Il pianeta chiede urgente attenzione, nostra casa in fiamme anche a causa dello sfruttamento insostenibile delle risorse per il nostro nutrimento. Su ciò che “il piatto non dice” si concentra la terza edizione di Yeast Photo Festival dal titolo esemplificativo “From Planet to Plate”. Si tiene in location storiche del territorio leccese fino al 3 novembre.

In esposizione non soltanto reportage e documentari che rivelano in maniera oggettiva verità talvolta sconcertanti. Anche attraverso contaminazioni visive e opere di sperimentazione si porta alla riflessione sul consumo consapevole del cibo, da diversi punti di vista. 
Il pianeta nel piatto. Serie Holy Cows di Carolina Arantes
Altamira, Para, Brasile, 2019. Dalla serie Holy Cow © Carolina Arantes

Negli ultimi tempi, in Italia sempre più vantiamo le qualità dei nostri piatti, meno di frequente ci interroghiamo sulle materie prime che arrivano spesso da lontano, con conseguenze importanti per il pianeta a livello climatico, economico culturale e sociale. I 15 progetti di Yeast sono animati dall’indagine su un intero sistema tecno-sociale a livello globale, dalle filiere produttive ai consumi e alle abitudini che purtroppo stanno alterando sempre più il complesso rapporto tra uomo e ambiente. 

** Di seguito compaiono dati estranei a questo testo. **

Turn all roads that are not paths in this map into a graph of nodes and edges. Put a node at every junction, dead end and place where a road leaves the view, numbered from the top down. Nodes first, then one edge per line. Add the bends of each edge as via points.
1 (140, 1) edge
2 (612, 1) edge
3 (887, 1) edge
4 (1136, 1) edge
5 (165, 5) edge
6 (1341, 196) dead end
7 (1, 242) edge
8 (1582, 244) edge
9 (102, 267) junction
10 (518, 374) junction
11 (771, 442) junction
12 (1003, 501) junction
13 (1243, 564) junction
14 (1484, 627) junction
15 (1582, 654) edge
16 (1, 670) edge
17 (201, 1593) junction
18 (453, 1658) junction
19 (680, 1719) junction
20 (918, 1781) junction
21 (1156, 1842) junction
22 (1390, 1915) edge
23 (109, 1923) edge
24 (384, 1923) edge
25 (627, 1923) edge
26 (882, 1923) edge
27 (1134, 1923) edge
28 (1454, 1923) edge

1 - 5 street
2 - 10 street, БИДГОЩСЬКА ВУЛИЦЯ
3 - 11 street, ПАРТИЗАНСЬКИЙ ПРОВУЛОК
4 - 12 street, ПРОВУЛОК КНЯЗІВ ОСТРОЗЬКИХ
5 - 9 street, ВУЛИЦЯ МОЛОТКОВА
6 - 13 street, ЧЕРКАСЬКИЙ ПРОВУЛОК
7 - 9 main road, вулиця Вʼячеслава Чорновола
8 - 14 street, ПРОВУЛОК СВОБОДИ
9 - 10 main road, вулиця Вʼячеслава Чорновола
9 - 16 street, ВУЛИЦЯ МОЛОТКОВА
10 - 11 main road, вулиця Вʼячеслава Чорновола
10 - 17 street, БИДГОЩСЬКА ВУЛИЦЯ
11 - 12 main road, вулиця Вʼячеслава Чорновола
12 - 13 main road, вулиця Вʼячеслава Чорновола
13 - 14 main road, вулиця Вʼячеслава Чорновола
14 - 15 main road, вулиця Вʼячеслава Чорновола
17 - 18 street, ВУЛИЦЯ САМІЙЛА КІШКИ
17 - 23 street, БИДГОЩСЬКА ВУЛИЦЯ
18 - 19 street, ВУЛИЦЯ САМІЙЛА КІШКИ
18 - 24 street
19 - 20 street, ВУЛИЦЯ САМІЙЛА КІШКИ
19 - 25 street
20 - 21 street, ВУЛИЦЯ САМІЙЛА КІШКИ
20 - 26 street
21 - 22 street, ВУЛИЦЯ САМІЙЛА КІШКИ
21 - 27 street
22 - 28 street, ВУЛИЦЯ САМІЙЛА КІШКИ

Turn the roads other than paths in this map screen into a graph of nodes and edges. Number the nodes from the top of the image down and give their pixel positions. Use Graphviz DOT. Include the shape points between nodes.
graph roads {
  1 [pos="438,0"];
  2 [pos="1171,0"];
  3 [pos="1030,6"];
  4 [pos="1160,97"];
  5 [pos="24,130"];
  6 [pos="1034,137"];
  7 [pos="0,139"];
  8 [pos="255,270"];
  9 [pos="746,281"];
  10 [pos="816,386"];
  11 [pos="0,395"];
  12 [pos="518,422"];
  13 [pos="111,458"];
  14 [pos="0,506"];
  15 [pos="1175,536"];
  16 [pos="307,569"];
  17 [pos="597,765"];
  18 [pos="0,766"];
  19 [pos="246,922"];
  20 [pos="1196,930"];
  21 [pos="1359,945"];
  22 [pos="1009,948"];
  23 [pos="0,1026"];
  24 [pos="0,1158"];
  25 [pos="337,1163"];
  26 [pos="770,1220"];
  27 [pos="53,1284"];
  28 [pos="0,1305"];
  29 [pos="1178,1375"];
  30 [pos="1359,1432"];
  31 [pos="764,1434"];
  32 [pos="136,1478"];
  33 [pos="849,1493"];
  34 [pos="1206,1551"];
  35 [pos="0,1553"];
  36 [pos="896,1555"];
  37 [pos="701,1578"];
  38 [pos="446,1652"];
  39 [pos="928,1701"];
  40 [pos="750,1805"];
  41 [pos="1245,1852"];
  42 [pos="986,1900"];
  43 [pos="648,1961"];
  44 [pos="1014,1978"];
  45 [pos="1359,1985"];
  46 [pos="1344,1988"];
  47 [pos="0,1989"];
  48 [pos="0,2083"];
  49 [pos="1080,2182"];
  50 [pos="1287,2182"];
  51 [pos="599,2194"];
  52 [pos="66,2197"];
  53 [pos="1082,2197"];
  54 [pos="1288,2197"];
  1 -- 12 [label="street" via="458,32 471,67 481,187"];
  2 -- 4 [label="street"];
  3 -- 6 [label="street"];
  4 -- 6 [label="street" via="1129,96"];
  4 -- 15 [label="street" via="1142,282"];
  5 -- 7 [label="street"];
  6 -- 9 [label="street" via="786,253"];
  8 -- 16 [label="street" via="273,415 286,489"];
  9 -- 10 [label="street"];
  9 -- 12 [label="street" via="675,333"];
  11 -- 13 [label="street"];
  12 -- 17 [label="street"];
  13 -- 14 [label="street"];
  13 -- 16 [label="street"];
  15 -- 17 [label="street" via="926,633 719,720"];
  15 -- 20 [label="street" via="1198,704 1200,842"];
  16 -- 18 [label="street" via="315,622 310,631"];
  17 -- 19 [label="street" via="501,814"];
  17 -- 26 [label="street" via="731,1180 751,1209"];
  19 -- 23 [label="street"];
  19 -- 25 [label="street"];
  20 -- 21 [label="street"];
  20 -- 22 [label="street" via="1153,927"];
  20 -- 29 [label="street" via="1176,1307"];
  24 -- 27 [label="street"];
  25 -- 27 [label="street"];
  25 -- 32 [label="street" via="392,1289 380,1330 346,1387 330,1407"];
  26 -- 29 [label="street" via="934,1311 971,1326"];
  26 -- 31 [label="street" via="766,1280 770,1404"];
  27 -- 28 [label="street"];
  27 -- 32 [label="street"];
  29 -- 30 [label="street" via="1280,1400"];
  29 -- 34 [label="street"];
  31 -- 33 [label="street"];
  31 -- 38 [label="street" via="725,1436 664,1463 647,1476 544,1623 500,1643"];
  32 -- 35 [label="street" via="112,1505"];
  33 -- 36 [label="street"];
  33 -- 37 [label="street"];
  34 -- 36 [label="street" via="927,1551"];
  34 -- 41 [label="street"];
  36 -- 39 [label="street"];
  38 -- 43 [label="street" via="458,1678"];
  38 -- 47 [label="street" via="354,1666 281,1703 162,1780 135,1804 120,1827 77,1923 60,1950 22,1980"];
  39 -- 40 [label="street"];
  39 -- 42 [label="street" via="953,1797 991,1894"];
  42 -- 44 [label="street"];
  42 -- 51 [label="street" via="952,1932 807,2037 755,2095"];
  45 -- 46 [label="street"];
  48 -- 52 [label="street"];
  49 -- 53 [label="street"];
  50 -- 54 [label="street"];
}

Si è tenuta a Palazzo Scarciglia di Lecce la conferenza di apertura al Festival con gli interventi dei co-direttori Flavio&Frank e Veronica Nicolardi, della direttrice artistica Edda Fahrenhorst, di Dario Babbo, vice presidente ArtWork, di Don Antonio Montinaro, presidente Fondazione Splendor Fidei,  di Johnny Toma. Presenti anche il sindaco del Comune di Matino, e della fotografa canadese Sarah Boutin. Dal capoluogo il festival però si espande nel Salento, sviluppando le diverse mostre tra palazzi nobiliari, masserie, chiostri ed esercizi commerciali di produzione alimentare. Un contesto di luoghi identificativi di un territorio che dona valore aggiunto ad un festival internazionale, dove le tematiche intrecciano questioni locali all’impatto globale.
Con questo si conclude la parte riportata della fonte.